The far right middle is the tardy fall color of the weeping willow, Salix babylonica. She sings "Don't Cry for Me, Argentina" to the wind as she only now loses her leaves while they turn a final gold-yellow.

Now I will have to run the leaf vacuum again since she is singing the finale of the season with the sweet gum nearby. All the other trees have packed up and taken sabbatical for the winter.The photo angle catches the Annabelle and sedum flower heads.

Hidden in the Dawn viburnum, I had no idea this bird's nest was here...almost at eye level for me. Bursts of sparrows from my pyracantha every time I walk nearby leave no doubts about their whereabouts, however. Bottom left.

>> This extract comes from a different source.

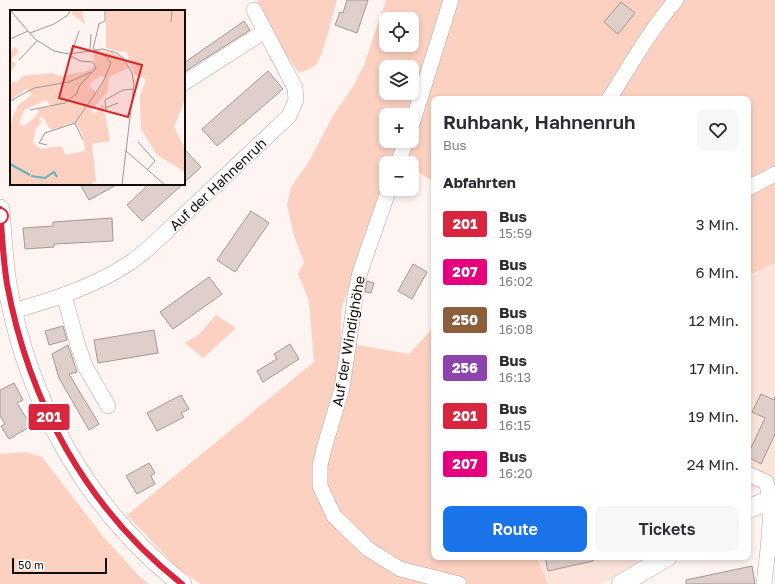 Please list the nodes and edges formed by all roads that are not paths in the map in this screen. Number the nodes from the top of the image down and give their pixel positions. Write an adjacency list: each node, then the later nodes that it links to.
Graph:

Bottom middle, is the spray of yellow leaves from the kerria japonica. I have the single blossom type, which I prefer. It has bright green stems all winter.

Bottom right, the sweet gum still bright and actually turning kaleidoscope variations of red, orange, purple. A Harlequin that holds leaves for an absurdly long time.



I don't write poetry very often... it takes decades to pry one out of me that I think is half decent in relaying my feeling in something that I also consider art. However I did write one that I posted back in January. Winter's Meeting.

Joanne is the resident bard... and I thought maybe she would like to read it.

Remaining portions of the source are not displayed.